Huge progress made in fight against neglected tropical diseases –Bill Gates
The world has made a huge progress in its fight against neglected tropical diseases, and efforts have been ramped up since a key meeting in London five years ago, the Bill and Melinda Gates Foundation says.
The London meeting resulted in a pledge to control or eliminate 10 neglected tropical diseases – including guinea worm, river blindness and trachoma – by 2020.Some 170,000 people die from one of the illnesses every year, but their biggest impact is disabling their sufferers.
In an interview, Bill Gates praised pharmaceutical companies for “doing their part in a great relationship” by donating treatment at “a phenomenal scale”.In 2015, one billion people worldwide were treated for at least one tropical disease. Companies have donated seven billion treatments since 2012.
The World Health Organization (WHO) said improving water and sanitation was key to driving further progress.
According to Gates, none of the diseases are getting worse and they are less neglected than they used to be. “We’re behind on some of the very ambitious goals which were set in London for 2020 – but the burden from all these diseases is getting better,” he said.
He also noted the big reduction in the population needed to be treated for some diseases. For example, the number of people with lymphatic filariasis, a mosquito-borne worm which causes limbs to swell, went down from 1.5 billion to one billion people.Guinea worm is close to the end as well, with only 25 cases last year. Although the unrest in South Sudan is making the work harder, Gates said it’s not going to spread back in big numbers.
Progress has also been made on sleeping sickness – which is a parasitic infection which can kill – with cases now down to under 3,000. “It’s a hard area to explain because it’s not just one disease – and there is a certain complexity to the individual diseases,” added.

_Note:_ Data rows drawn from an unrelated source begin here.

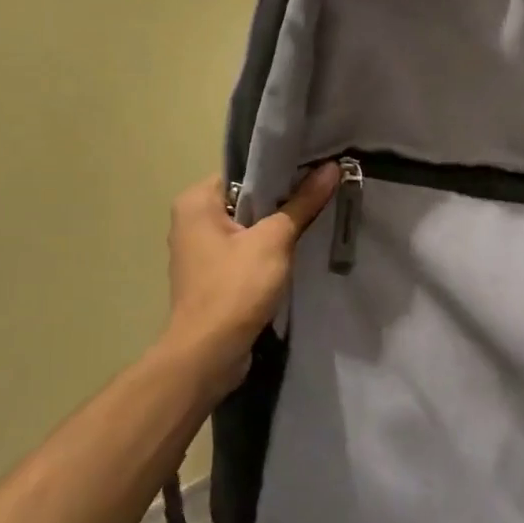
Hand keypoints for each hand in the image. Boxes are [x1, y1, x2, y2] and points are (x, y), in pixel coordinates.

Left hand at [163, 166, 339, 393]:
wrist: (208, 354)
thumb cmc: (235, 288)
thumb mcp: (274, 241)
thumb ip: (302, 203)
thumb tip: (331, 168)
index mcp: (196, 201)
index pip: (244, 171)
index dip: (281, 170)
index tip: (316, 168)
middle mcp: (192, 221)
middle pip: (248, 198)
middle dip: (283, 199)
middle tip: (323, 192)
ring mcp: (201, 251)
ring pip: (248, 227)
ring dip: (278, 228)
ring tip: (316, 218)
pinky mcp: (213, 277)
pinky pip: (245, 252)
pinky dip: (268, 251)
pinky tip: (296, 252)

Five of the 10 diseases are tackled with big programmes to distribute multiple drugs, requiring lots of co-ordination to deliver and evaluate treatment in an efficient way.
Gates was speaking from a meeting in Geneva, where new commitments worth US$812million (£641million) have been made by governments, drug companies and charitable bodies.
He also applauded the UK government’s announcement that it would double support for fighting neglected tropical diseases, adding an extra £200 million in investment.Over the next four years, the UK will spend a total of £360million on programmes.
International Development Secretary Priti Patel said the UK’s support would protect more than 200 million people “from a future blighted by tropical disease”.
“These diseases belong to the last century. They cause unimaginable suffering and pain to some of the world’s poorest people, forcing them into a deeper cycle of poverty with no way out. Yet they are treatable,” Patel said. “These diseases have been named ‘neglected’ for a reason, but I’m not prepared for them to be neglected any longer.”